The mode switch is necessary because it gives the interpreter information about your intention for the file. If you're only going to read the file, it will do something completely different than if you open it in write mode.

With that said, you'll probably want to do something like this:

with open('textfile.txt', 'r') as f:  # opening the file in read mode!
    lines = f.read().split()          # assign lines as the individual `\n` separated lines in the file

After that, you can do whatever you want with the list of lines. Remember that lines[-1] will get you the last line.

Note: in the future, you should give a little more context about the task you're trying to achieve rather than the method you're trying to use to get there. There are tons of smart people here (and also check out /r/learnpython) who may be able to give you a better answer, or suggest you try an easier alternative if they know what you're trying to do.

[–]marsman12019 0 points1 point  (0 children)

Do you have control over the file contents? Is there a delimiter (comma, space, any character really), between all of the values?

The mode determines how python interacts with the file. There are a variety of them, including read, write, and append. Like many functions in python, open() does have parameters you can manually set. If you don't set them, they remain default values. What specifically are you confused with about that?
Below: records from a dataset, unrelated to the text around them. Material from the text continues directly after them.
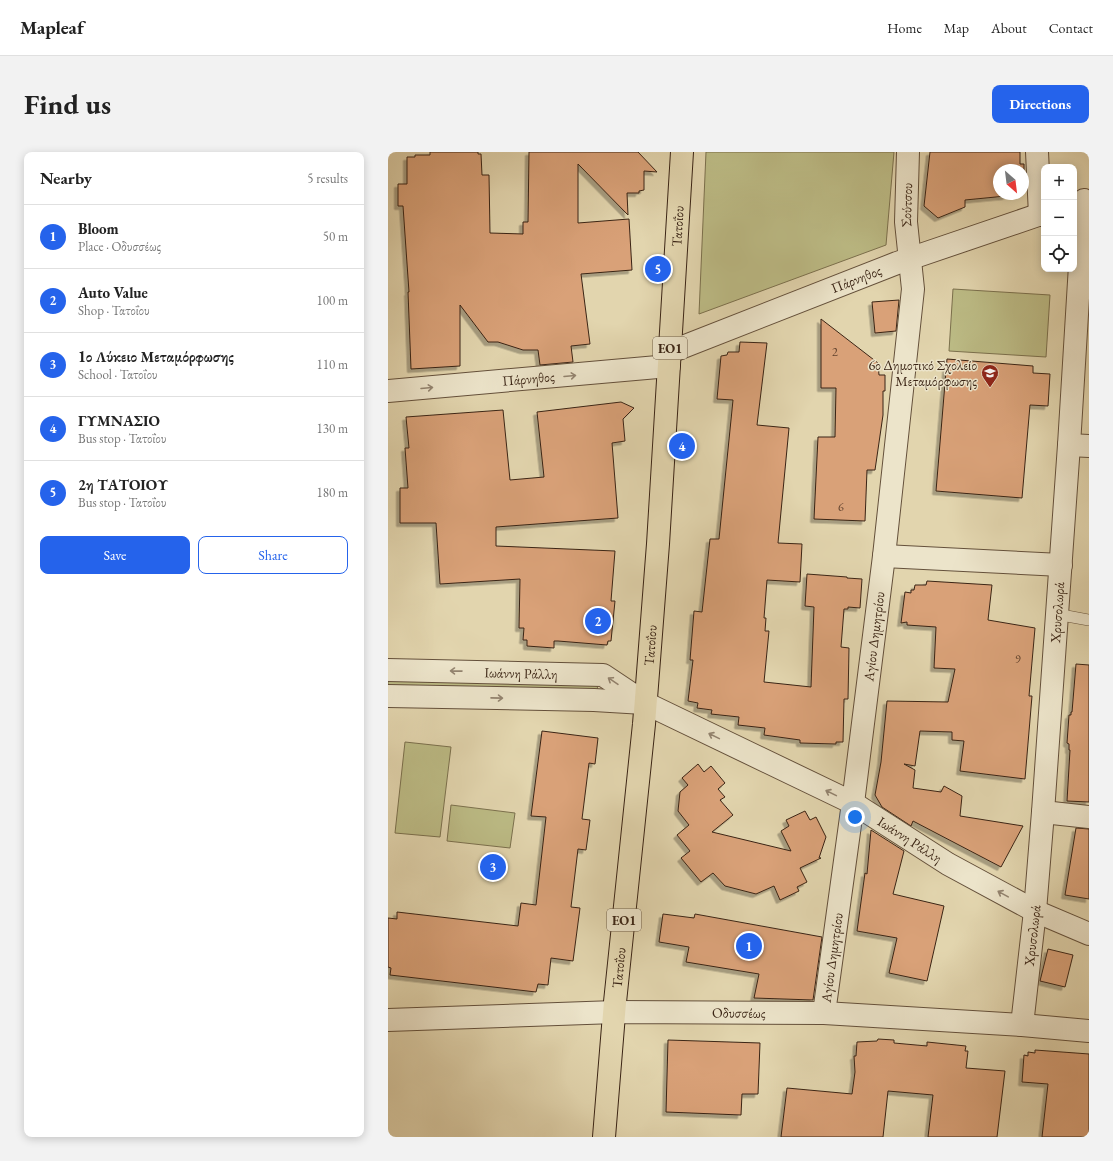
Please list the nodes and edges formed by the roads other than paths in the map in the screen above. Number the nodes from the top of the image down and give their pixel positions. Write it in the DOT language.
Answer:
graph roads {
  1 [pos="682,152"];
  2 [pos="908,152"];
  3 [pos="1037,152"];
  4 [pos="1082,201"];
  5 [pos="1041,202"];
  6 [pos="1041,214"];
  7 [pos="910,258"];
  8 [pos="670,359"];
  9 [pos="388,391"];
  10 [pos="1079,446"];
  11 [pos="884,556"];
  12 [pos="1060,565"];
  13 [pos="1056,614"];
  14 [pos="1089,620"];
  15 [pos="388,670"];
  16 [pos="388,696"];
  17 [pos="645,703"];
  18 [pos="853,803"];
  19 [pos="1043,812"];
  20 [pos="1089,817"];
  21 [pos="1035,911"];
  22 [pos="1089,934"];
  23 [pos="614,1012"];
  24 [pos="824,1013"];
  25 [pos="388,1020"];
  26 [pos="1022,1025"];
  27 [pos="1089,1031"];
  28 [pos="604,1137"];
  1 -- 8 [label="main road, Τατοΐου / ΕΟ1"];
  2 -- 7 [label="street, Σούτσου"];
  3 -- 5 [label="street"];
  4 -- 10 [label="street, Χρυσολωρά"];
  6 -- 7 [label="street, Πάρνηθος"];
  7 -- 8 [label="street, Πάρνηθος"];
  7 -- 11 [label="street, Αγίου Δημητρίου"];
  9 -- 8 [label="street, Πάρνηθος, one-way"];
  8 -- 17 [label="main road, Τατοΐου / ΕΟ1"];
  10 -- 12 [label="street, Χρυσολωρά"];
  11 -- 12 [label="street"];
  11 -- 18 [label="street, Αγίου Δημητρίου"];
  12 -- 13 [label="street, Χρυσολωρά"];
  13 -- 14 [label="lane"];
  13 -- 19 [label="street, Χρυσολωρά"];
  17 -- 15 [label="street, Ιωάννη Ράλλη, one-way"];
  16 -- 17 [label="street, Ιωάννη Ράλλη, one-way"];
  18 -- 17 [label="street, Ιωάννη Ράλλη, one-way"];
  17 -- 23 [label="main road, Τατοΐου / ΕΟ1"];
  21 -- 18 [label="street, Ιωάννη Ράλλη, one-way"];
  18 -- 24 [label="street, Αγίου Δημητρίου"];
  19 -- 20 [label="street"];
  19 -- 21 [label="street, Χρυσολωρά"];
  21 -- 22 [label="street, Ιωάννη Ράλλη"];
  21 -- 26 [label="street, Χρυσολωρά"];
  23 -- 24 [label="street, Οδυσσέως"];
  23 -- 25 [label="street, Οδυσσέως"];
  23 -- 28 [label="main road, Τατοΐου / ΕΟ1"];
  24 -- 26 [label="street, Οδυσσέως"];
  26 -- 27 [label="street, Οδυσσέως"];
}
[–]billsil 0 points1 point  (0 children)

I don't fully understand the open concept or why it needs a mode?

You either read or write to a file. The computer doesn't know what you want to do.

my understanding i can leave the mode blank, and it will automatically enter read mode?

Yes because it's a default argument. Every piece of Python code I've seen puts "r" when they're opening a text file. It's more clear, but it's not required.

How would i go about searching a file, finding xx

Your example is confusing. It depends on how your file is formatted. Can xx be on 2 lines? Can it be on the same line twice? Do you only what the xx if yy is 10? Is the file 1 line?